Collected data
------------------------------------------------------------------------
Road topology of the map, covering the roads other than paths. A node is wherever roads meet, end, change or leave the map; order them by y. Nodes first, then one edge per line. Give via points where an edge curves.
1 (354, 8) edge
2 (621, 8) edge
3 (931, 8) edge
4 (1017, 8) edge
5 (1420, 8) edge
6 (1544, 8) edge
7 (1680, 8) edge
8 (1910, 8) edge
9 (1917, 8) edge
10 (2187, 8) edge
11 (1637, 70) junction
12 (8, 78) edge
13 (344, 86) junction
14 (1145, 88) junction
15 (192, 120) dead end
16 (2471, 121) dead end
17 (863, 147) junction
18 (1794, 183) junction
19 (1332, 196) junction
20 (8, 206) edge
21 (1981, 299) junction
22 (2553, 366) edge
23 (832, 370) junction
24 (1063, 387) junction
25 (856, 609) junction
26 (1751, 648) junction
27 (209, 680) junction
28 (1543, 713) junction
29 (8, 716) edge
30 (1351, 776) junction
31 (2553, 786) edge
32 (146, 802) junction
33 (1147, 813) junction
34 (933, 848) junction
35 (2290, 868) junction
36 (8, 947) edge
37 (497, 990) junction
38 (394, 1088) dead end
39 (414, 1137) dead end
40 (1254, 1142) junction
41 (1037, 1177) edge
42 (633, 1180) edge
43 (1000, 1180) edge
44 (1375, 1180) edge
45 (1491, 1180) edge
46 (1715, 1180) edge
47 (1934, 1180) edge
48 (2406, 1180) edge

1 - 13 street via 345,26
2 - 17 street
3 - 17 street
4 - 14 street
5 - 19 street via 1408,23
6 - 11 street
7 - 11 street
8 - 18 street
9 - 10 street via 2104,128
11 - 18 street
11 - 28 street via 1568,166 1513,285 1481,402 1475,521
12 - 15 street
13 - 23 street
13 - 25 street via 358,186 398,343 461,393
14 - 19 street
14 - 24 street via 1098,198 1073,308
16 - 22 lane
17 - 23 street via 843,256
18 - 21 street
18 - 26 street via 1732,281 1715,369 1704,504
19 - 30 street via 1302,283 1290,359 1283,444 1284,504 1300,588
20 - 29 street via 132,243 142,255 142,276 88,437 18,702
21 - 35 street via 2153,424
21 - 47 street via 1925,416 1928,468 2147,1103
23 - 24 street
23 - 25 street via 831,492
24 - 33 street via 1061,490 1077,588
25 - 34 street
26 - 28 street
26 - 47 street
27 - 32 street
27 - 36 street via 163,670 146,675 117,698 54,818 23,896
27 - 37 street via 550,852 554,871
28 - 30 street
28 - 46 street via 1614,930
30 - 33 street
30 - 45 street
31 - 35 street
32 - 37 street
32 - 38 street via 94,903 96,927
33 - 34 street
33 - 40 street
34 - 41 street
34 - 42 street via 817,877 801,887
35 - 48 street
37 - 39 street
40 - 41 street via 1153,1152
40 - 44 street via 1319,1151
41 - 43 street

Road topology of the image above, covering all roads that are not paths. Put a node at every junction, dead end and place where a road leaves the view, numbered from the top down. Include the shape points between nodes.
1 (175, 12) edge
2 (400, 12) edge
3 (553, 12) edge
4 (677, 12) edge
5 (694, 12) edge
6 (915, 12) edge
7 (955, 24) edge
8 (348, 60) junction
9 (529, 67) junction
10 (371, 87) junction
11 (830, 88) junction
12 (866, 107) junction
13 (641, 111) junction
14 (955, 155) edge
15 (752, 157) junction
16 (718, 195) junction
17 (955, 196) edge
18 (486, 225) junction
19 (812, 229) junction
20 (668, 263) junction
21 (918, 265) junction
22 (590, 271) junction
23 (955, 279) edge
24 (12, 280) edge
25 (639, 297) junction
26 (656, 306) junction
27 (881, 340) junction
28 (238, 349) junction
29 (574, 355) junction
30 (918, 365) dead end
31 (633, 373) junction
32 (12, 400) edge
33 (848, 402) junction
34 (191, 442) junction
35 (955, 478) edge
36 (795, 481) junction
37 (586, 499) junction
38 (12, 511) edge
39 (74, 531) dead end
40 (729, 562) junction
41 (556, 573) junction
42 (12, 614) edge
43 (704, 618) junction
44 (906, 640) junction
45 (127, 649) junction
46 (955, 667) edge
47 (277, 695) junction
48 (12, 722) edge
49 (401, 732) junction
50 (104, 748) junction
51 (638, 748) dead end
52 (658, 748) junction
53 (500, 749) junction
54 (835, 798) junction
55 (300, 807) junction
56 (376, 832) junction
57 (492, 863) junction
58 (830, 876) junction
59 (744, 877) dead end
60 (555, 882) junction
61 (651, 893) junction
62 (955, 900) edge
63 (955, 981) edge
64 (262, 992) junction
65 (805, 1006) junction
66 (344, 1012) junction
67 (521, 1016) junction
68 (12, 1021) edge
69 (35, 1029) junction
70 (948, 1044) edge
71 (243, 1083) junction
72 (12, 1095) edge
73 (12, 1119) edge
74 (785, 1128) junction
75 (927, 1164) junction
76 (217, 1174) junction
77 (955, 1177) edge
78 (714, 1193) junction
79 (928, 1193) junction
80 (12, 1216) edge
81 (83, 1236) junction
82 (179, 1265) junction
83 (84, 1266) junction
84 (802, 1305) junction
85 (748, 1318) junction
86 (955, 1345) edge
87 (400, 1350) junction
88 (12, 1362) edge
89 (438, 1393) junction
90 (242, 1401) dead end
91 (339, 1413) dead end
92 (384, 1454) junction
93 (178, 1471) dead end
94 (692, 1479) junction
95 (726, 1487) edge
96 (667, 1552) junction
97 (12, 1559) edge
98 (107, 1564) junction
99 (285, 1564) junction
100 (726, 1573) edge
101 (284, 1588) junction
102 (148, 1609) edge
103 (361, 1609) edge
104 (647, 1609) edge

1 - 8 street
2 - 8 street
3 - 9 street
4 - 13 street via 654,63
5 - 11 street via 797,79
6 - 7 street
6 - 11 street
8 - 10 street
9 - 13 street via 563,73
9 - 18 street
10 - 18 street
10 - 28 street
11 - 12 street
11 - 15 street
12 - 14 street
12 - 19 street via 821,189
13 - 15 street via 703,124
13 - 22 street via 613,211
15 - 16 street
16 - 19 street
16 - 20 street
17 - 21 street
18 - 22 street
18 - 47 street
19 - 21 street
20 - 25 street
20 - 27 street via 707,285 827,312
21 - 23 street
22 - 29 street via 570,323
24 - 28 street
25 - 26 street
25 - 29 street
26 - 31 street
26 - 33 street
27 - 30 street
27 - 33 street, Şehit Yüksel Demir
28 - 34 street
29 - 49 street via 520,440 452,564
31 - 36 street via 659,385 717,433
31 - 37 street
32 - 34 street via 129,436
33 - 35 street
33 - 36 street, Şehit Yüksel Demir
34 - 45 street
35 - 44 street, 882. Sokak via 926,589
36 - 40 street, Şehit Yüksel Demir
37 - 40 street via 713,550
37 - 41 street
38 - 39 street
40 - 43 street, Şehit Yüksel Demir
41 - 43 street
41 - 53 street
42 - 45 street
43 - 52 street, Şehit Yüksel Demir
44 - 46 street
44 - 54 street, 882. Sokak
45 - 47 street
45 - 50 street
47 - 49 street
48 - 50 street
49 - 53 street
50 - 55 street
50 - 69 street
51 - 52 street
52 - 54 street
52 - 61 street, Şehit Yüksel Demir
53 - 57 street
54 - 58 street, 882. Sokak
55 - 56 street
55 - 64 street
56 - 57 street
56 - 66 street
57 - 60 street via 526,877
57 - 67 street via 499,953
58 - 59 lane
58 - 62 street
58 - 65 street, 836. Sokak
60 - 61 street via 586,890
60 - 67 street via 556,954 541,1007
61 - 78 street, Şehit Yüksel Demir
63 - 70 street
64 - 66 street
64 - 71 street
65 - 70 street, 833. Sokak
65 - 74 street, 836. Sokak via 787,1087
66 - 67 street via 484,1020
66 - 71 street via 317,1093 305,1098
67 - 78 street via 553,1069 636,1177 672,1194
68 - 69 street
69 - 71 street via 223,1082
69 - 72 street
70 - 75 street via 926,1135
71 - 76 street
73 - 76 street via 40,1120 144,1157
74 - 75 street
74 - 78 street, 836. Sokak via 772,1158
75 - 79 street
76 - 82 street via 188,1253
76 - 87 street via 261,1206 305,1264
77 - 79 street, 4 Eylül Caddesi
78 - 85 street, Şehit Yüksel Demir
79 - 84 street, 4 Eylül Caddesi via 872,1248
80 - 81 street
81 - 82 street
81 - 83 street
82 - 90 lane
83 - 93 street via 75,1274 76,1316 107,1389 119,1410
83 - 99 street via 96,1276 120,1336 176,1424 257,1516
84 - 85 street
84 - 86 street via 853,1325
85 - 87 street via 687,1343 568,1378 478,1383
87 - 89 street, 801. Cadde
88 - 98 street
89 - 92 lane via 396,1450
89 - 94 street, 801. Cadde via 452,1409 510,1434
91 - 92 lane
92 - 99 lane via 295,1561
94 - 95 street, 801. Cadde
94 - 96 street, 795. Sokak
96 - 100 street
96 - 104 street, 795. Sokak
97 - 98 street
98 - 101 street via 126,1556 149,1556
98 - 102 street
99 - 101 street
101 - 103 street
------------------------------------------------------------------------
◆ AIM OF THE EXERCISE
Only the lines containing "Road" are needed; copy each of them from the data.

◆ SOLVED EXERCISE
Road topology of the map, covering the roads other than paths. A node is wherever roads meet, end, change or leave the map; order them by y. Nodes first, then one edge per line. Give via points where an edge curves.
Road topology of the image above, covering all roads that are not paths. Put a node at every junction, dead end and place where a road leaves the view, numbered from the top down. Include the shape points between nodes.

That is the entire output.